--- INFORMATION ---
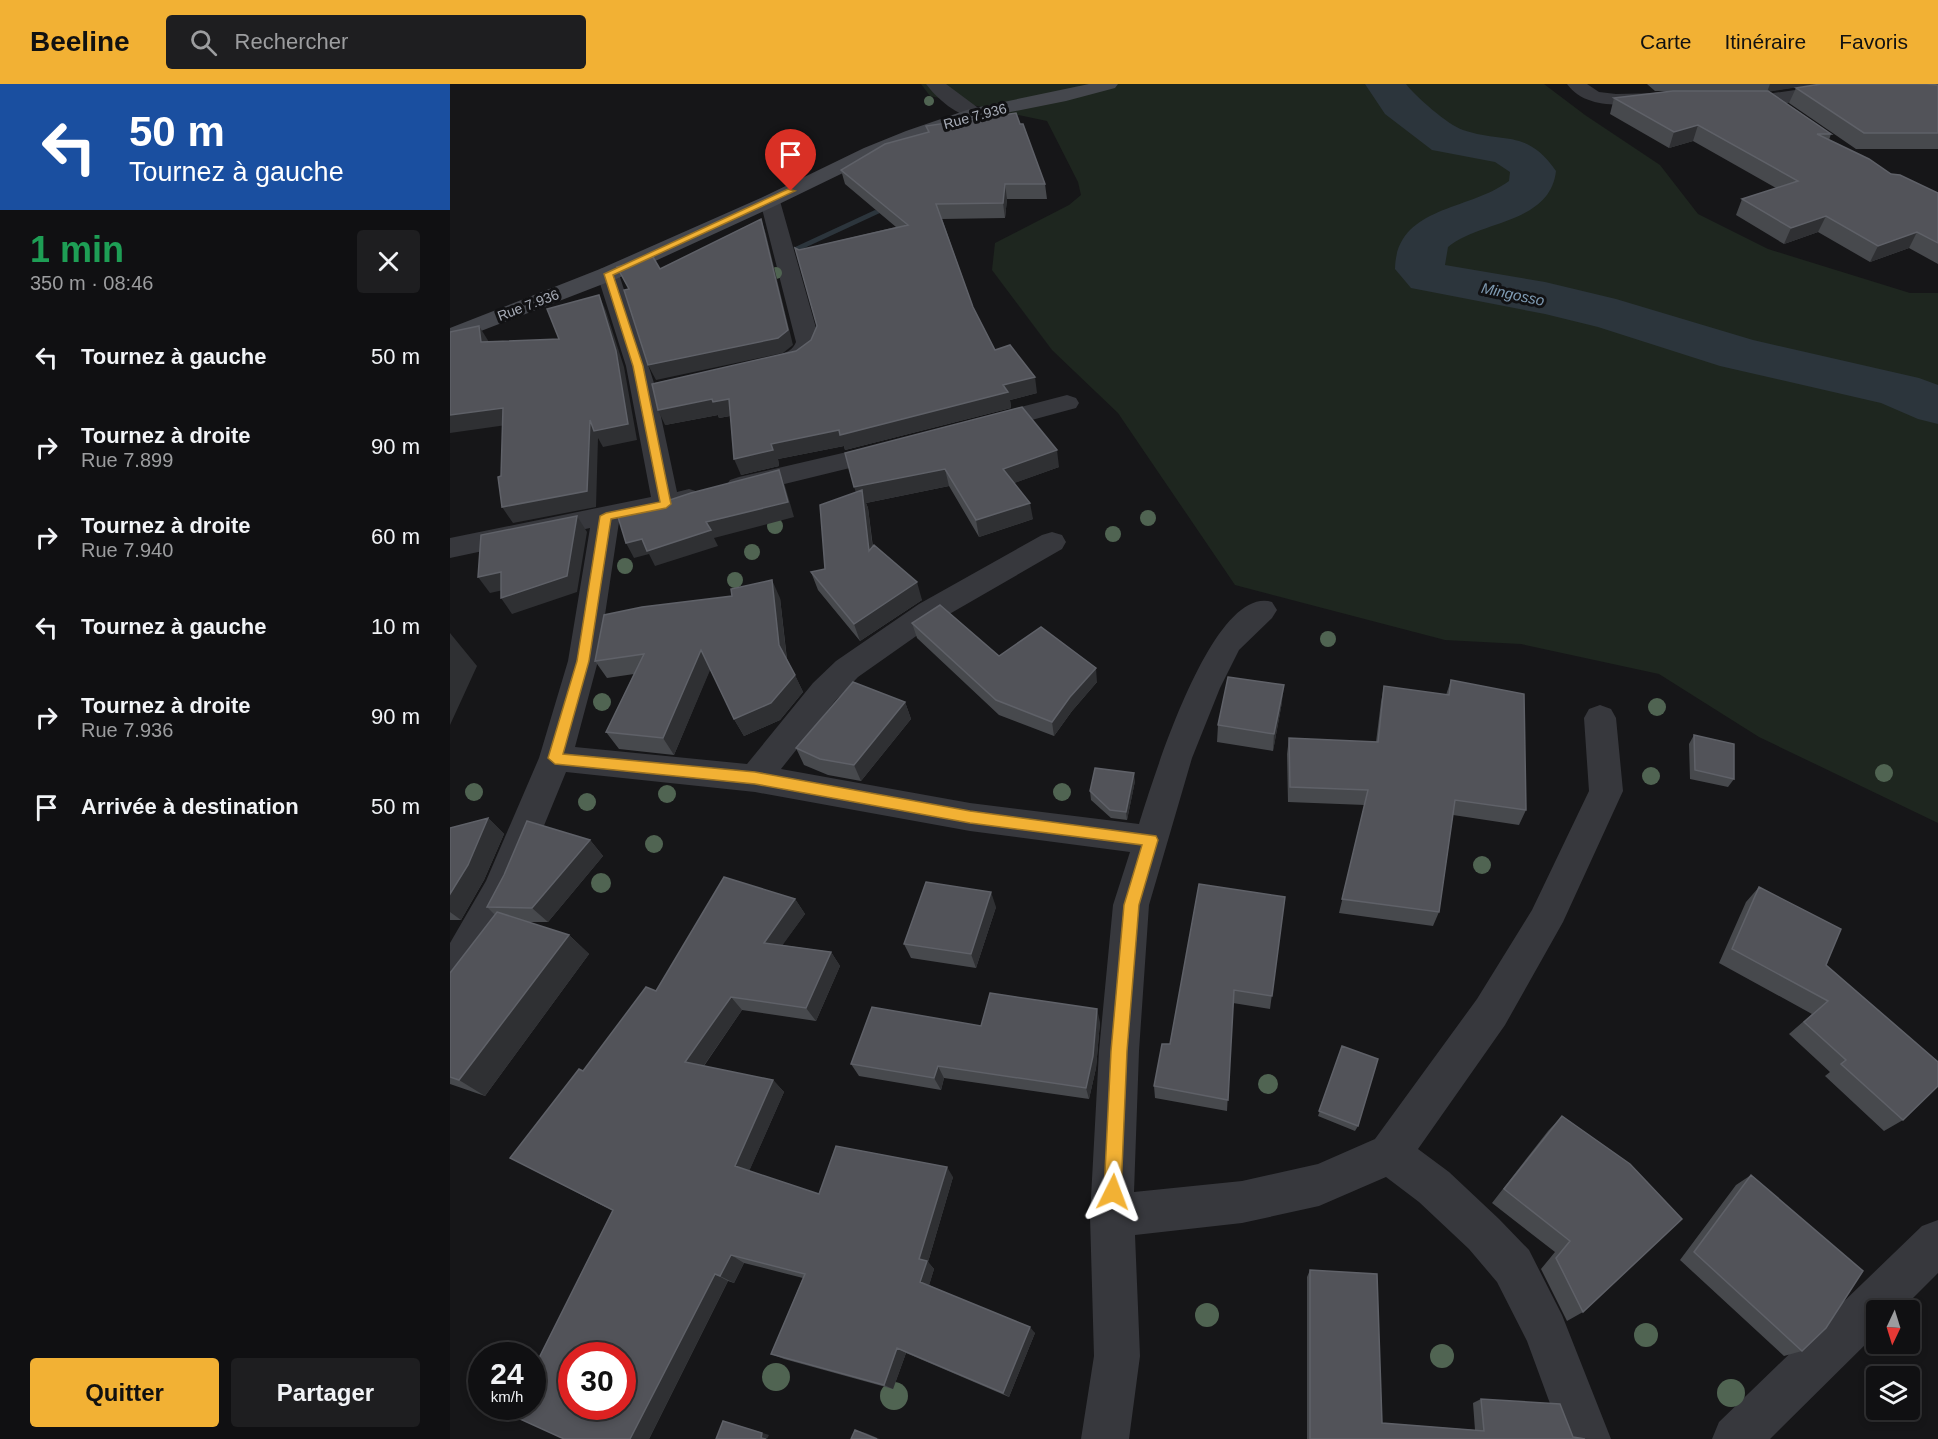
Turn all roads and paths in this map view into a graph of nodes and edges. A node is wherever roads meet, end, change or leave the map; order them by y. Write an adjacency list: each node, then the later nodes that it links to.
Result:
1 (934, 84): 8 (street)
2 (1109, 84): 8 (street, Rue 7.936)
3 (1576, 84): 5 (street)
4 (1850, 87): 7 (street)
5 (1676, 99)
6 (1721, 99): 7 (street)
7 (1767, 99): 9 (street)
8 (976, 113): 10 (street, Rue 7.936)
9 (1792, 118)
10 (770, 201): 11 (street, Rue 7.936); 13 (street)
11 (608, 274): 12 (street, Rue 7.936); 15 (street)
12 (450, 336)
13 (758, 368)
14 (724, 375): 15 (street)
15 (644, 393): 19 (street)
16 (1067, 403): 17 (street)
17 (964, 430)
18 (918, 443): 19 (street)
19 (666, 504): 20 (street)
20 (606, 516): 22 (street); 25 (street)
21 (1052, 542): 26 (street)
22 (450, 548)
23 (1262, 610): 27 (street)
24 (1600, 718): 29 (street)
25 (555, 758): 26 (street); 28 (street)
26 (755, 778): 27 (street)
27 (1151, 840): 30 (street)
28 (450, 979)
29 (1390, 1154): 30 (street); 33 (street)
30 (1112, 1216): 32 (street)
31 (1938, 1242): 34 (street)
32 (1105, 1439)
33 (1587, 1439)
34 (1736, 1439)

--- WHAT THE TASK REQUIRES ---
Return the complete data unchanged and include none of the pictures.

--- RESULT FOR THIS EXERCISE ---
Turn all roads and paths in this map view into a graph of nodes and edges. A node is wherever roads meet, end, change or leave the map; order them by y. Write an adjacency list: each node, then the later nodes that it links to.
Result:
1 (934, 84): 8 (street)
2 (1109, 84): 8 (street, Rue 7.936)
3 (1576, 84): 5 (street)
4 (1850, 87): 7 (street)
5 (1676, 99)
6 (1721, 99): 7 (street)
7 (1767, 99): 9 (street)
8 (976, 113): 10 (street, Rue 7.936)
9 (1792, 118)
10 (770, 201): 11 (street, Rue 7.936); 13 (street)
11 (608, 274): 12 (street, Rue 7.936); 15 (street)
12 (450, 336)
13 (758, 368)
14 (724, 375): 15 (street)
15 (644, 393): 19 (street)
16 (1067, 403): 17 (street)
17 (964, 430)
18 (918, 443): 19 (street)
19 (666, 504): 20 (street)
20 (606, 516): 22 (street); 25 (street)
21 (1052, 542): 26 (street)
22 (450, 548)
23 (1262, 610): 27 (street)
24 (1600, 718): 29 (street)
25 (555, 758): 26 (street); 28 (street)
26 (755, 778): 27 (street)
27 (1151, 840): 30 (street)
28 (450, 979)
29 (1390, 1154): 30 (street); 33 (street)
30 (1112, 1216): 32 (street)
31 (1938, 1242): 34 (street)
32 (1105, 1439)
33 (1587, 1439)
34 (1736, 1439)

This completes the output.